→ **Required action**: Scan the entries below for the word "HEOL" and copy every line in which it occurs.

→ **The data**:
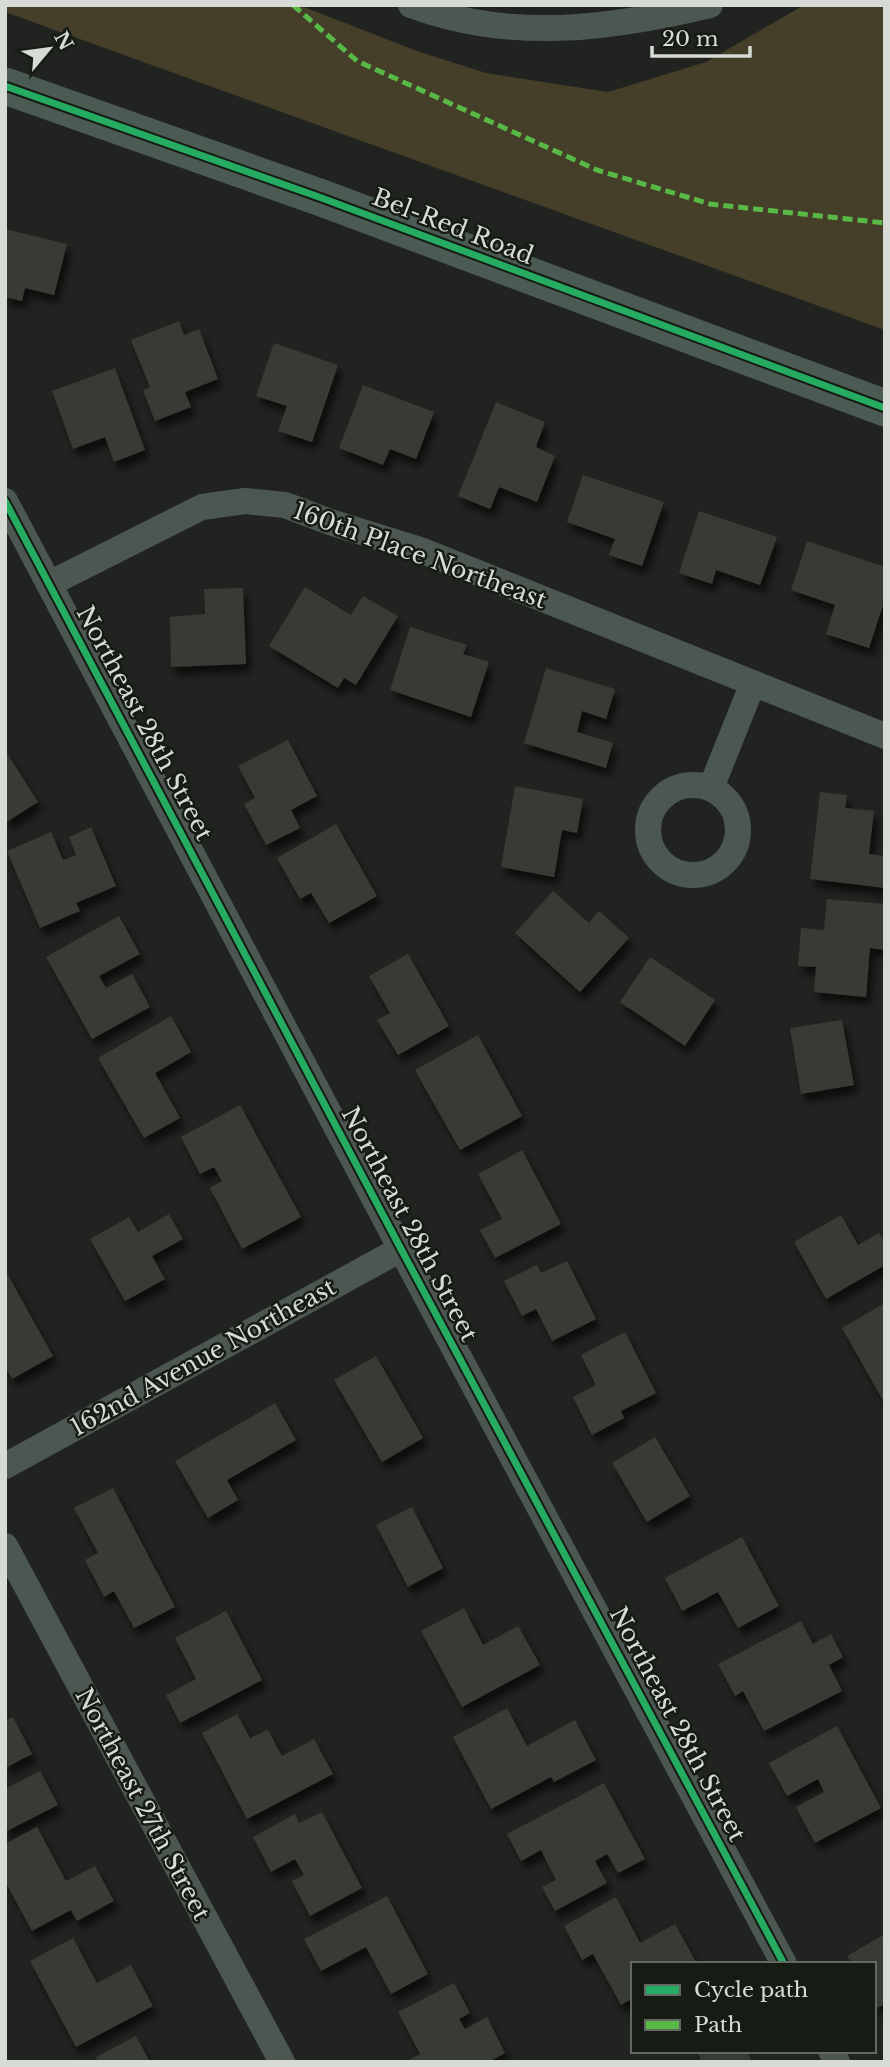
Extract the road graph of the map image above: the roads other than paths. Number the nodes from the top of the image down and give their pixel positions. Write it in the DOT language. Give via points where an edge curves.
graph roads {
  1 [pos="411,5"];
  2 [pos="710,5"];
  3 [pos="5,86"];
  4 [pos="885,408"];
  5 [pos="5,501"];
  6 [pos="49,584"];
  7 [pos="753,683"];
  8 [pos="885,736"];
  9 [pos="711,788"];
  10 [pos="401,1249"];
  11 [pos="5,1466"];
  12 [pos="5,1546"];
  13 [pos="783,1962"];
  14 [pos="282,2062"];
  1 -- 2 [label="street" via="444,17 524,29 583,28"];
  3 -- 4 [label="main road, Bel-Red Road" via="319,197"];
  5 -- 6 [label="street, Northeast 28th Street"];
  6 -- 7 [label="street, 160th Place Northeast" via="202,507 245,501 285,505 423,551"];
  6 -- 10 [label="street, Northeast 28th Street"];
  7 -- 8 [label="street, 160th Place Northeast"];
  7 -- 9 [label="street"];
  10 -- 11 [label="street, 162nd Avenue Northeast"];
  10 -- 13 [label="street, Northeast 28th Street"];
  12 -- 14 [label="street, Northeast 27th Street"];
}
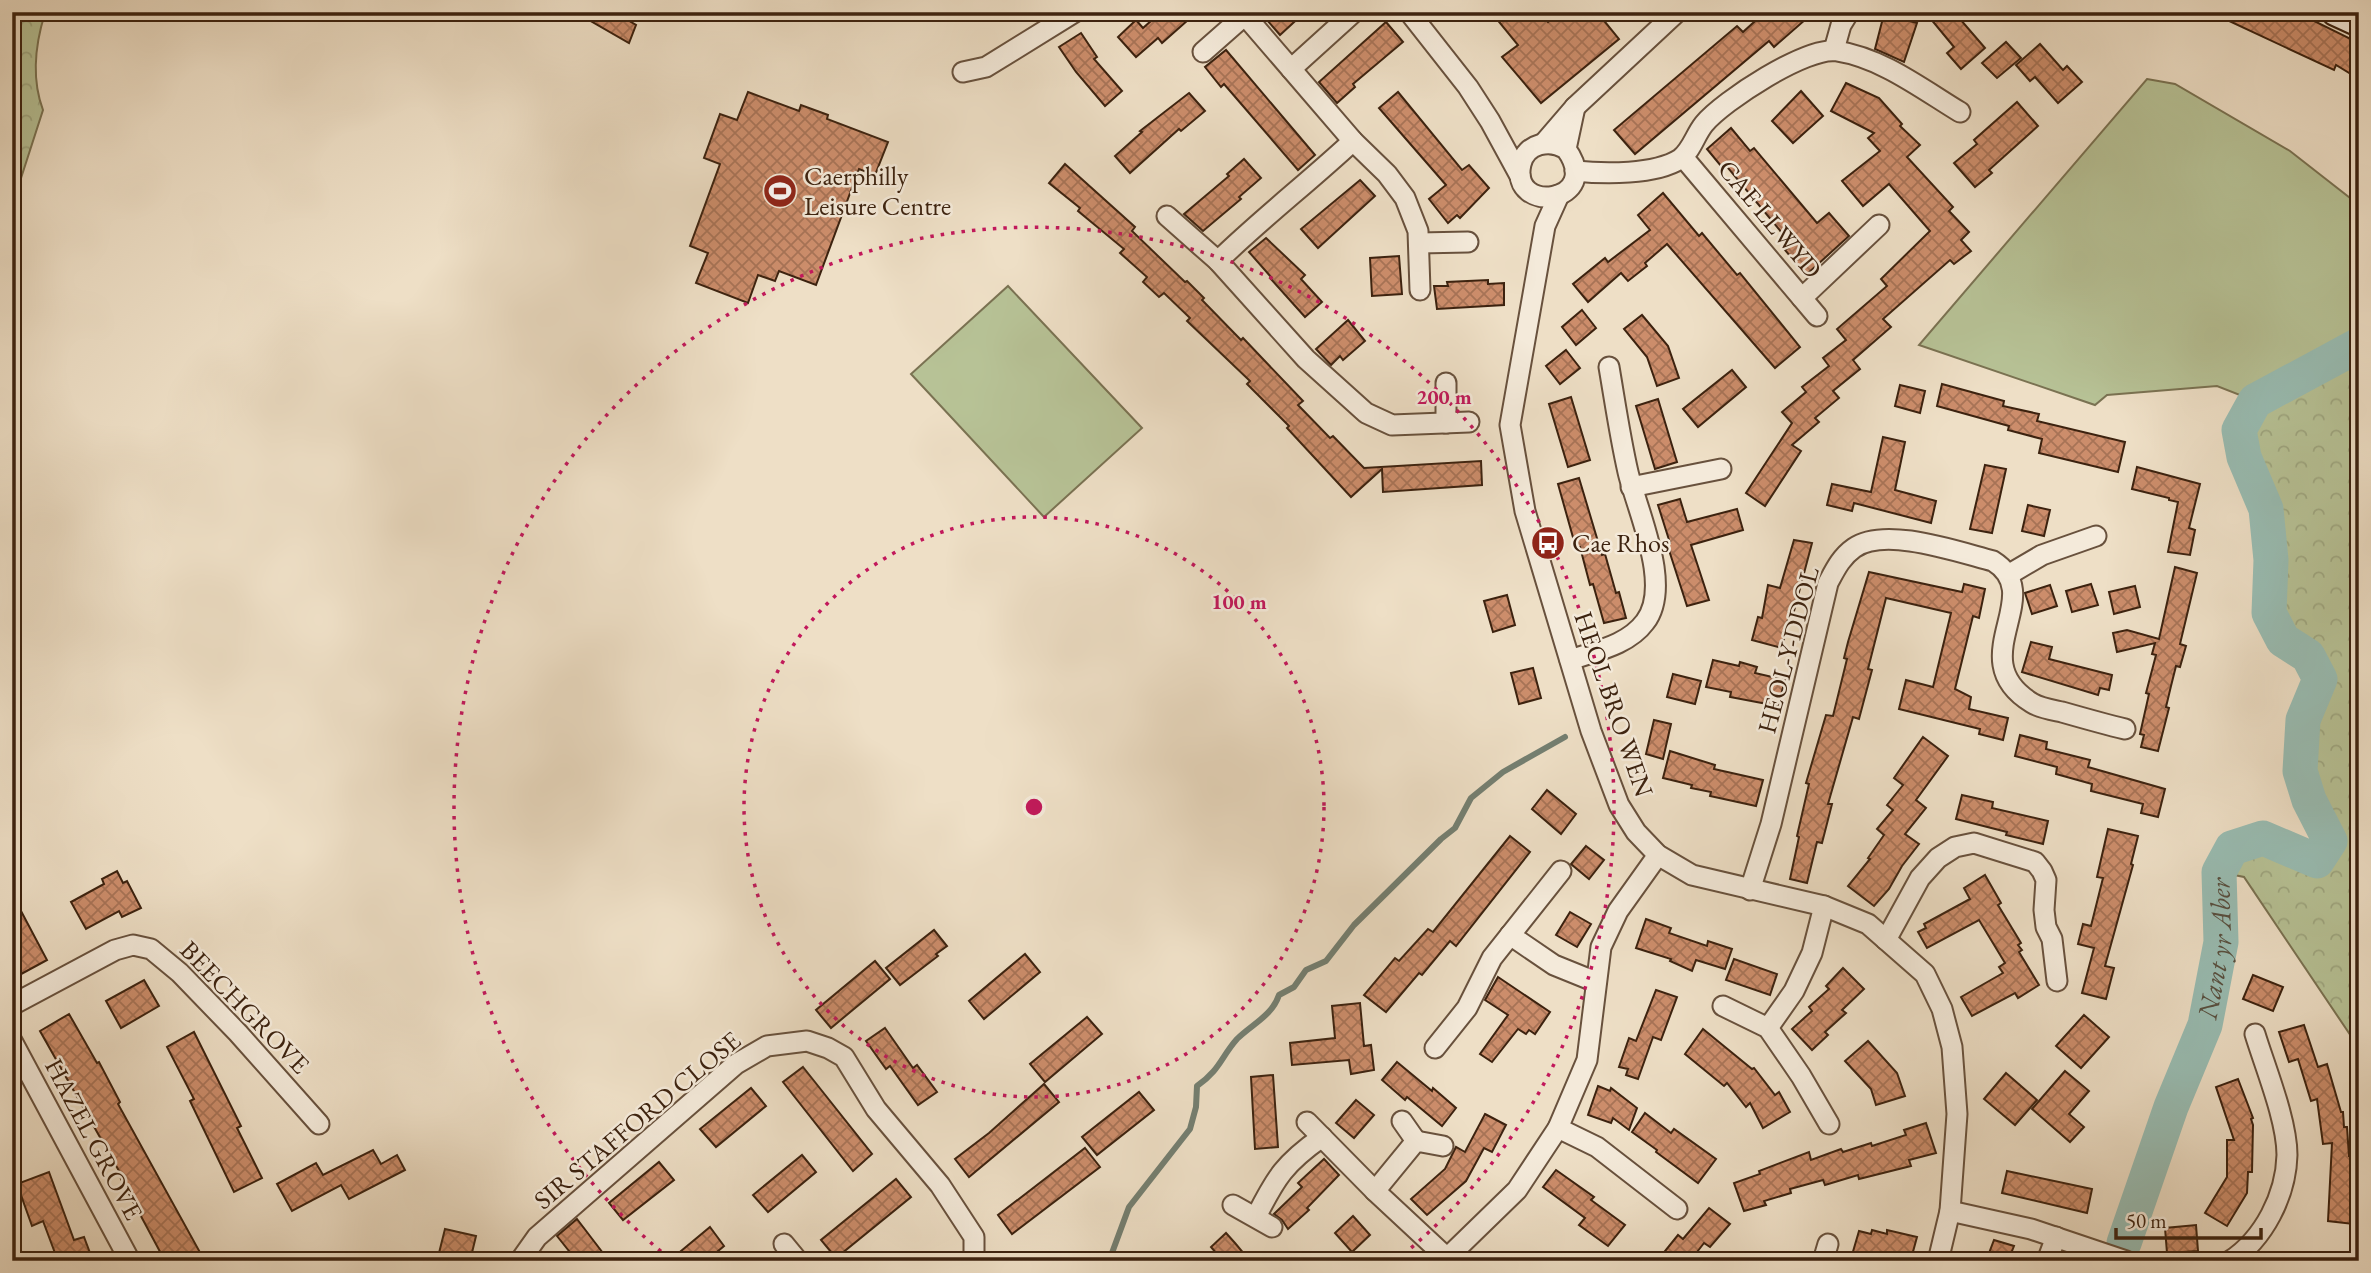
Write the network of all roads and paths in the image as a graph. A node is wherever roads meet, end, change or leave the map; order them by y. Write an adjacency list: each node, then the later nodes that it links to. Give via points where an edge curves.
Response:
1 (1075, 12): 12 (street, via 986,67)
2 (1354, 12): 11 (street)
3 (1409, 12): 15 (street)
4 (1677, 12): 13 (street)
5 (1849, 12): 9 (street)
6 (2335, 12): 8 (main road)
7 (1243, 14): 10 (street); 11 (street)
8 (2359, 23)
9 (1834, 50): 14 (street, via 1877,63); 19 (street, via 1797,61 1722,105 1702,125)
10 (1203, 52)
11 (1291, 69): 16 (street)
12 (963, 72)
13 (1575, 107): 17 (street); 18 (street)
14 (1960, 112)
15 (1490, 121): 17 (street); 21 (street)
16 (1353, 141): 27 (street, via 1405,198); 28 (street)
17 (1536, 147): 18 (street, via 1559,145); 21 (street, via 1523,158)
18 (1566, 149): 20 (street)
19 (1682, 157): 20 (street, via 1627,172); 30 (street, CAE LLWYD)
20 (1575, 171): 22 (street, HEOL BRO WEN, via 1571,186)
21 (1524, 183): 22 (street, via 1538,197); 25 (street)
22 (1559, 195): 25 (street, HEOL BRO WEN)
23 (1167, 216): 28 (street)
24 (1879, 225): 30 (street)
25 (1545, 226): 40 (street, HEOL BRO WEN, via 1510,425 1525,511)
26 (1468, 242): 27 (street)
27 (1419, 243): 29 (street)
28 (1217, 261): 35 (street, via 1306,359 1366,414 1391,425)
29 (1420, 290)
30 (1802, 298): 31 (street, CAE LLWYD)
31 (1817, 316)
32 (1609, 367): 37 (street)
33 (1446, 383): 35 (street)
34 (1469, 422): 35 (street)
35 (1446, 423)
36 (1721, 469): 37 (street)
37 (1631, 486): 40 (street, via 1654,567 1654,605 1632,635)
38 (2096, 536): 39 (street, via 2042,555)
39 (2008, 575): 41 (street, via 2014,598 2001,647 2009,680 2034,705); 44 (street, HEOL-Y-DDOL, via 1993,561 1894,538 1855,547 1838,563 1828,583 1771,824)
40 (1570, 660): 42 (street, HEOL BRO WEN, via 1619,805)
41 (2125, 729)
42 (1658, 855): 44 (street, HEOL BRO WEN, via 1692,875); 49 (street, via 1618,911 1601,947)
43 (1561, 871): 46 (street)
44 (1749, 890): 45 (street, HEOL BRO WEN)
45 (1824, 906): 47 (street, HEOL BRO WEN, via 1868,924); 52 (street, via 1812,953)
46 (1510, 935): 49 (street, via 1554,965); 55 (street, via 1492,958 1467,1008)
47 (1886, 940): 48 (street, via 1920,878 1938,858 1955,847 1974,843 2035,862 2042,871 2046,880 2043,910); 67 (street, HEOL BRO WEN, via 1925,974 1942,1009 1952,1047 1957,1114)
48 (2057, 981)
49 (1596, 982): 60 (street, via 1587,1060)
50 (12, 1005): 58 (street, BEECHGROVE, via 115,950 133,945 151,949 180,972)
51 (1723, 1006): 52 (street)
52 (1769, 1028): 59 (street)
53 (2255, 1034): 78 (street, via 2287,1154 2279,1195 2266,1224 2245,1251)
54 (12, 1041): 71 (street, HAZEL GROVE)
55 (1435, 1048)
56 (1402, 1121): 62 (street)
57 (1307, 1122): 61 (street)
58 (319, 1124)
59 (1829, 1124)
60 (1559, 1128): 66 (street, via 1597,1147); 70 (street, via 1517,1190)
61 (1322, 1137): 64 (street); 65 (street, via 1292,1159 1271,1186 1264,1222)
62 (1416, 1141): 63 (street); 64 (street)
63 (1443, 1146)
64 (1375, 1191): 70 (street)
65 (1233, 1205)
66 (1677, 1209)
67 (1950, 1211): 68 (street); 75 (street, HEOL BRO WEN)
68 (2056, 1237): 76 (street); 77 (street)
69 (784, 1244): 73 (street)
70 (1445, 1260)
71 (130, 1261)
72 (520, 1261): 74 (street, SIR STAFFORD CLOSE, via 537,1237 736,1064 767,1046 807,1041 844,1057 876,1109 940,1185 974,1237)
73 (798, 1261)
74 (974, 1261)
75 (1938, 1261)
76 (2047, 1261)
77 (2126, 1261)
78 (2230, 1261)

→ **Answer box**:
20 (1575, 171): 22 (street, HEOL BRO WEN, via 1571,186)
22 (1559, 195): 25 (street, HEOL BRO WEN)
25 (1545, 226): 40 (street, HEOL BRO WEN, via 1510,425 1525,511)
39 (2008, 575): 41 (street, via 2014,598 2001,647 2009,680 2034,705); 44 (street, HEOL-Y-DDOL, via 1993,561 1894,538 1855,547 1838,563 1828,583 1771,824)
40 (1570, 660): 42 (street, HEOL BRO WEN, via 1619,805)
42 (1658, 855): 44 (street, HEOL BRO WEN, via 1692,875); 49 (street, via 1618,911 1601,947)
44 (1749, 890): 45 (street, HEOL BRO WEN)
45 (1824, 906): 47 (street, HEOL BRO WEN, via 1868,924); 52 (street, via 1812,953)
47 (1886, 940): 48 (street, via 1920,878 1938,858 1955,847 1974,843 2035,862 2042,871 2046,880 2043,910); 67 (street, HEOL BRO WEN, via 1925,974 1942,1009 1952,1047 1957,1114)
67 (1950, 1211): 68 (street); 75 (street, HEOL BRO WEN)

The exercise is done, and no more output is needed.